> [Activity]:
Look for "thumb mcp: (265, 288)" in the entries below. Write out that line and all later lines exactly, ending with the final one.

══════

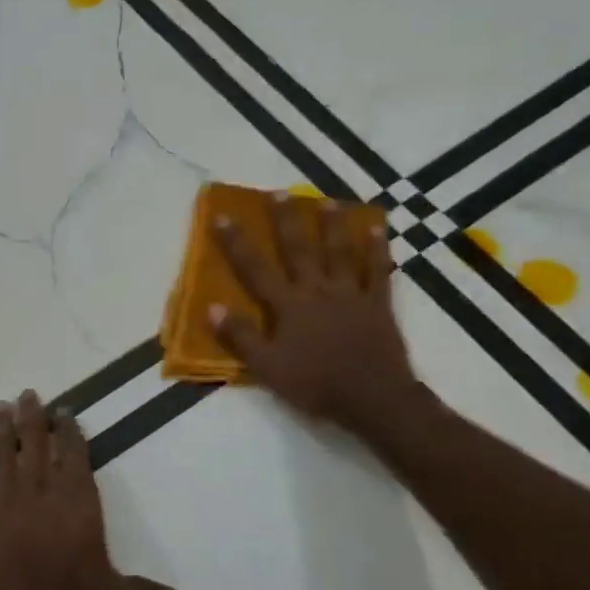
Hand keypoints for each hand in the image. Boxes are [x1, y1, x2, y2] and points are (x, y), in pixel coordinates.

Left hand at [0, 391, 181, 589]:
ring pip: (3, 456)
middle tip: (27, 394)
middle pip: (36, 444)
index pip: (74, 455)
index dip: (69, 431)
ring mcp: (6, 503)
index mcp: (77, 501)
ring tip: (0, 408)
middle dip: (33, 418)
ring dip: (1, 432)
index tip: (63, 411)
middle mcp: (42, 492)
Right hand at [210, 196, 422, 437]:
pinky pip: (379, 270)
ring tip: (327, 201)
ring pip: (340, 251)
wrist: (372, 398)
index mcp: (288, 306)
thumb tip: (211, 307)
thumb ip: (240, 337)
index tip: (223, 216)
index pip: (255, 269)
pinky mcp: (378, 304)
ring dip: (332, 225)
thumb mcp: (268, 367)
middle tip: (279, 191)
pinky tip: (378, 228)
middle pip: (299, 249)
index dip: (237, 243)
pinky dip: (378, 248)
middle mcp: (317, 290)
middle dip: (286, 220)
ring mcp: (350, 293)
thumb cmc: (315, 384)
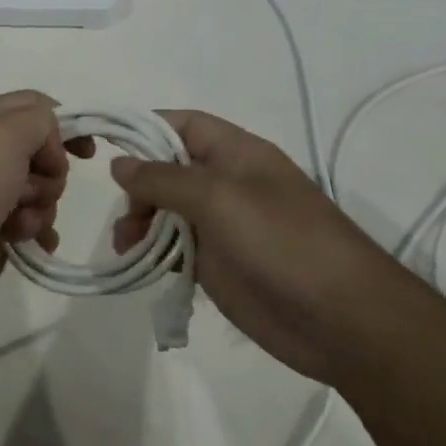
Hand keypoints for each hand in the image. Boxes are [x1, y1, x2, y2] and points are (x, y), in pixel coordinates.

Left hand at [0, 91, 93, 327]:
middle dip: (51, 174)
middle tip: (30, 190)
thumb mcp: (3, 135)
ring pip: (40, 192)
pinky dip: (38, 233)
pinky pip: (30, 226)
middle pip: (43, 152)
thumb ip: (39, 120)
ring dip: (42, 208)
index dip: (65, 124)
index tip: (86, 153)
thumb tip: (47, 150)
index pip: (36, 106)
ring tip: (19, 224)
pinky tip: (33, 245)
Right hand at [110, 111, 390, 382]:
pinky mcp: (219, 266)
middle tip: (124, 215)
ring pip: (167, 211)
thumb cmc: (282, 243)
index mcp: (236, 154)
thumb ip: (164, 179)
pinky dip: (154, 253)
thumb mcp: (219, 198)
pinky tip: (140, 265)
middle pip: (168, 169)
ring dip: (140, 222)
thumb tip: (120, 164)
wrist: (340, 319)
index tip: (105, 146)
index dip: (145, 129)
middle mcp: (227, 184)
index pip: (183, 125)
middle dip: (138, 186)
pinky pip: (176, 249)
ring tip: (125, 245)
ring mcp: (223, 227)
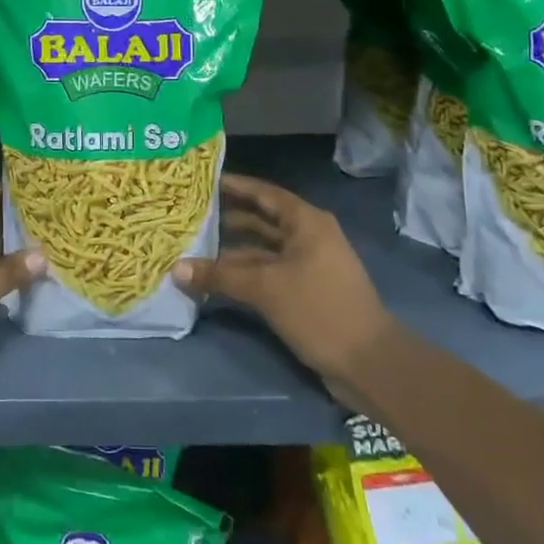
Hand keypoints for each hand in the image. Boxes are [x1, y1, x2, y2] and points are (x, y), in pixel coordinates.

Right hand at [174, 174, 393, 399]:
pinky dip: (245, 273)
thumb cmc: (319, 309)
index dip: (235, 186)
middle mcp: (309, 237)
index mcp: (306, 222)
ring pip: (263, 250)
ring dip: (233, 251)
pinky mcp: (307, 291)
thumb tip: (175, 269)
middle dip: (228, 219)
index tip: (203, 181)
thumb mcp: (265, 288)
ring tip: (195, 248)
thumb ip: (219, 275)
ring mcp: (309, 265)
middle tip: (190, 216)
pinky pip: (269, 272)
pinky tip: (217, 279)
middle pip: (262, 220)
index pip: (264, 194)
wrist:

══════

> [Written solution]:
thumb mcp: (265, 288)
ring tip: (195, 248)
thumb ip: (219, 275)
ring mcp: (309, 265)
middle tip: (190, 216)
pinky pip: (269, 272)
pinky tip: (217, 279)
middle pip: (262, 220)
index pip: (264, 194)
wrist:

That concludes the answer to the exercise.